[Exercise details]:
Word for word, reproduce each entry.

[Source records]:

[Start of Attachment]

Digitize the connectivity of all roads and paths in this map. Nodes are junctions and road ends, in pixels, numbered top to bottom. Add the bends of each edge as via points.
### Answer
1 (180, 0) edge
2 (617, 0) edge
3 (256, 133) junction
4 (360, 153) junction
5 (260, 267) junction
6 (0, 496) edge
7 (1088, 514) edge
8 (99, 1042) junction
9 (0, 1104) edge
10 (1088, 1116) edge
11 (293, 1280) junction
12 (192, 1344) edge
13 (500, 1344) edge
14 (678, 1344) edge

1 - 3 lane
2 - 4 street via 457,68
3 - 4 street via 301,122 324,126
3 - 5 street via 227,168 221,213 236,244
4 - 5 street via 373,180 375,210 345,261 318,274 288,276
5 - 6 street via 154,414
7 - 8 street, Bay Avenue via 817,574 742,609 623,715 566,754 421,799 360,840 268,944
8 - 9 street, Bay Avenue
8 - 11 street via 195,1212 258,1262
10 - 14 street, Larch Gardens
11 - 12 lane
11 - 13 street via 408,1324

[End of Attachment]

[The completed task]:
Digitize the connectivity of all roads and paths in this map. Nodes are junctions and road ends, in pixels, numbered top to bottom. Add the bends of each edge as via points.
### Answer
1 (180, 0) edge
2 (617, 0) edge
3 (256, 133) junction
4 (360, 153) junction
5 (260, 267) junction
6 (0, 496) edge
7 (1088, 514) edge
8 (99, 1042) junction
9 (0, 1104) edge
10 (1088, 1116) edge
11 (293, 1280) junction
12 (192, 1344) edge
13 (500, 1344) edge
14 (678, 1344) edge

1 - 3 lane
2 - 4 street via 457,68
3 - 4 street via 301,122 324,126
3 - 5 street via 227,168 221,213 236,244
4 - 5 street via 373,180 375,210 345,261 318,274 288,276
5 - 6 street via 154,414
7 - 8 street, Bay Avenue via 817,574 742,609 623,715 566,754 421,799 360,840 268,944
8 - 9 street, Bay Avenue
8 - 11 street via 195,1212 258,1262
10 - 14 street, Larch Gardens
11 - 12 lane
11 - 13 street via 408,1324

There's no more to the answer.